3/ From the moment it happened, our thoughts were always with the community. We launched a full forensic investigation across every chain, traced every wallet, contacted every major exchange, engaged blockchain forensic firms, filed police reports and reached out to international police departments across multiple jurisdictions. We tried everything within our power.
4/ While other teams may have quickly sold their tokens, that was never our focus. The hack drained our current market making reserves as we tried to hold the price, and but we continued to support with personal funds because we knew what a collapsing token meant for the people holding it. I have personally helped to fund operations across 8 years, never took a salary, never sold a token. Every call we made under pressure was made with the community in mind.
5/ We looked at every possible path forward. A token migration was not viable. The inflated supply, more than 2x what should exist, is still circulating and cannot be frozen or recalled. Even if we launched a new token, no exchange would list it while the original continues to trade and the attacker still holds an inflated supply they can dump at any time. Without exchange support there is no liquidity, and without liquidity there is no market. On top of that, a relaunch announcement in crypto attracts bad actors looking to pump and dump. The community would simply be exposed to being hurt a second time.
6/ Every token I hold including my team allocation and the tokens I personally bought over the years and chose never to sell, even when I easily could have, will be sent to a permanently locked wallet. Not a single token from my side will ever reach the market.
7/ For OVAULT depositors: your funds are safe. USDC has already been airdropped directly to your wallets so check your wallet now, nothing more is needed.
For MFT holders who purchased: we have liquidated the music catalog and proceeds are available as a USDC payout through the Rewards panel. For airdropped MFT holders: your MFTs remain onchain as collectibles but rewards distribution will stop. If you have unclaimed rewards, make sure you collect them before April 30. All claims must be made before April 30, 2026. After that date the platform goes offline.
8/ I can being to explain my frustrations for our community during this whole process.
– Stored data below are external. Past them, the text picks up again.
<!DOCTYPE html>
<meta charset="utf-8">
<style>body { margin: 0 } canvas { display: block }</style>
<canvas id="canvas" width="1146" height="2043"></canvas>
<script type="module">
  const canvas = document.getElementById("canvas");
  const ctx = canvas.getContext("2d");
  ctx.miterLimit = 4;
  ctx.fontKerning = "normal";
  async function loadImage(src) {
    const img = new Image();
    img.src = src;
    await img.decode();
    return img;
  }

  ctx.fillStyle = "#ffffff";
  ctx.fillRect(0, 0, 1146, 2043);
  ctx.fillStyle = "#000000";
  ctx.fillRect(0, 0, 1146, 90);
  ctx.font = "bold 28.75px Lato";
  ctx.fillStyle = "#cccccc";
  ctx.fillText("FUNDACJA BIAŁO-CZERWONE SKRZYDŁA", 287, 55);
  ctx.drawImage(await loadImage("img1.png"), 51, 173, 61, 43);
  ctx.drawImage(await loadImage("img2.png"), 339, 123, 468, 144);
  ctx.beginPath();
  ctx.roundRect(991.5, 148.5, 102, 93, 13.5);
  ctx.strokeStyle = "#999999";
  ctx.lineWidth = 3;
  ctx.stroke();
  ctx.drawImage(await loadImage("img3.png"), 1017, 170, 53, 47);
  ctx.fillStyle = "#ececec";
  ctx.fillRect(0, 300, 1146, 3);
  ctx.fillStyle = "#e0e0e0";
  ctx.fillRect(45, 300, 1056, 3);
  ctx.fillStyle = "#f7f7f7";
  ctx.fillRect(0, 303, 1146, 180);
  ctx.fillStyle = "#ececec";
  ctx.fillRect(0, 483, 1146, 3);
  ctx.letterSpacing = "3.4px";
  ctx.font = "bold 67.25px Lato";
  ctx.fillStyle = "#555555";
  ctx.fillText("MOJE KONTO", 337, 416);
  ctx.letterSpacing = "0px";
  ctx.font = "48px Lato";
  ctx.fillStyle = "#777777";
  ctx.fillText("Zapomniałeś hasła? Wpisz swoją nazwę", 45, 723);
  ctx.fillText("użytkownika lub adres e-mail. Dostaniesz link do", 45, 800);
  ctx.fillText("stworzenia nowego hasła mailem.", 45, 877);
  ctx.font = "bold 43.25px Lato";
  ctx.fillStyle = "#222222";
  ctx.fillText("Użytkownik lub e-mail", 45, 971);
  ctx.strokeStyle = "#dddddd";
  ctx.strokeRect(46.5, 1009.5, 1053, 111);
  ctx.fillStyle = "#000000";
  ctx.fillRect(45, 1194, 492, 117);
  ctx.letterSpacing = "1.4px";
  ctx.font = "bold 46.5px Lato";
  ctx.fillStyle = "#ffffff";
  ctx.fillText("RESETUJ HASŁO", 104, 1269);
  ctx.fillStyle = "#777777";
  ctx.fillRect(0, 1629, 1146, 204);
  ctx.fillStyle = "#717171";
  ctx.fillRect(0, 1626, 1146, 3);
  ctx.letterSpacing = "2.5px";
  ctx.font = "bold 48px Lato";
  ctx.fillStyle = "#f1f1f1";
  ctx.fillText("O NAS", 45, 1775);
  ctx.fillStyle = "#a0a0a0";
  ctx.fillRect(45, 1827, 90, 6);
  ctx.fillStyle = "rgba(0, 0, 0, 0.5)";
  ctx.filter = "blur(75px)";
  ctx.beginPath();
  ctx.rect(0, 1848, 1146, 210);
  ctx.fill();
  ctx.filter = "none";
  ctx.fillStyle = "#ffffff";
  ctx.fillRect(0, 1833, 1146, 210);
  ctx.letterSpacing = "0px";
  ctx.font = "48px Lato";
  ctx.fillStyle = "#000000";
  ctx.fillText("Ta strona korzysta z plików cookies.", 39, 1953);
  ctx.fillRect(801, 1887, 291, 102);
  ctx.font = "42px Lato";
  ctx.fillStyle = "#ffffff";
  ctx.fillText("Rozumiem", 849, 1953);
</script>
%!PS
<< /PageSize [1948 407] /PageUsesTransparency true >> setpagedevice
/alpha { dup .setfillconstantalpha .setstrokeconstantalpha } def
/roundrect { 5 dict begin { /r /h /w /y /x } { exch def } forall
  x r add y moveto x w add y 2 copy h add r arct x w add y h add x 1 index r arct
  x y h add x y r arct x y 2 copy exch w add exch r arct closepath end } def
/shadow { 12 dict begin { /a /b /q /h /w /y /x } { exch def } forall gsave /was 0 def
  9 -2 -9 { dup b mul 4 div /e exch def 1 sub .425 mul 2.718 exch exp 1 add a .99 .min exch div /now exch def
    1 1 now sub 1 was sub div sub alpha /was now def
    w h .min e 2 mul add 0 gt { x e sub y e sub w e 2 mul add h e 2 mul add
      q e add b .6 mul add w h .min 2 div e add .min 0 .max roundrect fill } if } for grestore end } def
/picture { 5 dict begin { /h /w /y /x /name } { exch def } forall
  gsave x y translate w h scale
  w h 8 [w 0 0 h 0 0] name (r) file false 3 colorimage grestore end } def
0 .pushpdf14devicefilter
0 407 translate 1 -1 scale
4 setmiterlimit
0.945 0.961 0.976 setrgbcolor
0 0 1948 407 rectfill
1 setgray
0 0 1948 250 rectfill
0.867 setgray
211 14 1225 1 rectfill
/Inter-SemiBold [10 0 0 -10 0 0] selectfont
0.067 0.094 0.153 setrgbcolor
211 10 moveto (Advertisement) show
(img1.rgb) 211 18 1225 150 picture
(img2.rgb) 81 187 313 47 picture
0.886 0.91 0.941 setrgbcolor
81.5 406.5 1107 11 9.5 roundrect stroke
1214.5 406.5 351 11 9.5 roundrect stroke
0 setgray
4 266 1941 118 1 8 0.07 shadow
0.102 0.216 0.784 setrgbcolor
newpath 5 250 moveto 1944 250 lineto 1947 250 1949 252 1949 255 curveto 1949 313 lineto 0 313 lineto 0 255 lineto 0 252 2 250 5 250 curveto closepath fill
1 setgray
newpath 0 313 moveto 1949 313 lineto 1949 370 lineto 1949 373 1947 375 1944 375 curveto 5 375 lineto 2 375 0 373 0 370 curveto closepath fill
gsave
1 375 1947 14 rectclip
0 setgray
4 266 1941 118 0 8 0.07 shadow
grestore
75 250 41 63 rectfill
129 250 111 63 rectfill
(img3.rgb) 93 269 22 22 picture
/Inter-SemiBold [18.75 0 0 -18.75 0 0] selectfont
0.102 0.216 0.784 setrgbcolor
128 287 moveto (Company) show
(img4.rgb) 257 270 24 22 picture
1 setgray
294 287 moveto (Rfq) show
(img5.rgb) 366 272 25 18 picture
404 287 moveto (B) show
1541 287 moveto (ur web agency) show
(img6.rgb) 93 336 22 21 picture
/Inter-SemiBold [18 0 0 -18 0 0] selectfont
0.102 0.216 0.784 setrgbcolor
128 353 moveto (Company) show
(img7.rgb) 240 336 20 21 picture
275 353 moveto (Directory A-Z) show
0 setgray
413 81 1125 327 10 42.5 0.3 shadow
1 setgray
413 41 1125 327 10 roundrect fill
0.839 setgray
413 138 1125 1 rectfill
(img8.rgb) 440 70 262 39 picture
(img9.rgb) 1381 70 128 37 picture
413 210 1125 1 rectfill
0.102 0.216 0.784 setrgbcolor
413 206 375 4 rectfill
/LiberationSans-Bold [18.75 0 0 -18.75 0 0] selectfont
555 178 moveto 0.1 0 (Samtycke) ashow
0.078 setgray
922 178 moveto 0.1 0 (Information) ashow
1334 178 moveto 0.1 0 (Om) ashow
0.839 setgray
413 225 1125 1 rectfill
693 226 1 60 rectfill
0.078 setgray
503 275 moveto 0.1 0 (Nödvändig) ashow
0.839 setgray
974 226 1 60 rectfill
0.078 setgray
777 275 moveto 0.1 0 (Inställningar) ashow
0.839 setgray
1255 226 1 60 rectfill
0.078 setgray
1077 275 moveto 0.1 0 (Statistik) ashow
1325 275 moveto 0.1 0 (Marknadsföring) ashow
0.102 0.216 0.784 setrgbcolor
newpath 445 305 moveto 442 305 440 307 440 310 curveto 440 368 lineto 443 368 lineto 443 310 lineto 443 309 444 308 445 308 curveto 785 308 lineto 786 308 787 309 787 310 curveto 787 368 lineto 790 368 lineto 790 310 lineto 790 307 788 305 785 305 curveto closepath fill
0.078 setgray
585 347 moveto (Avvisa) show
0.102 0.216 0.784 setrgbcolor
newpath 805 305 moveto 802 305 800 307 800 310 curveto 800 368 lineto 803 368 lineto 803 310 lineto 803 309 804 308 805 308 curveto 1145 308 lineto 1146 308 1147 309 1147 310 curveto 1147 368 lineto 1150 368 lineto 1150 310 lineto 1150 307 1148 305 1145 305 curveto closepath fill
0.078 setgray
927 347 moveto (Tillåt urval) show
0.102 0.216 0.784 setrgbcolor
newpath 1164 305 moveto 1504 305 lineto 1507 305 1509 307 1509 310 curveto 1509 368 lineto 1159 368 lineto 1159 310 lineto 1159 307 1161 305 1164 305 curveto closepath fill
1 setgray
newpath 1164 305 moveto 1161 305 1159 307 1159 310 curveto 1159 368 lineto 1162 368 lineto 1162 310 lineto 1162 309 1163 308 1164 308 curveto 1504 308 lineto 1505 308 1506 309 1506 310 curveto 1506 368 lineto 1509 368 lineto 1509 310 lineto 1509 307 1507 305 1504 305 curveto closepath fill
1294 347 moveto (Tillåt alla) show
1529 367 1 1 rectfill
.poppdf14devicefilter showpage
Crypto needs to change. Hacks have become a daily occurrence, but the market is so unregulated that governing authorities don’t even treat it as a crime. You can steal millions of dollars, more than double a project’s token supply, and face no meaningful consequence. We contacted the police and international police departments across multiple jurisdictions and there was zero interest in finding the criminals. This is not acceptable and it cannot keep being the norm.
9/ To everyone in the Opulous community, thank you. You were not just holders. You were part of everything we built. I wish more than anything that we could have carried on building and given this the outcome you put so much into. I am truly sorry we were robbed of that chance.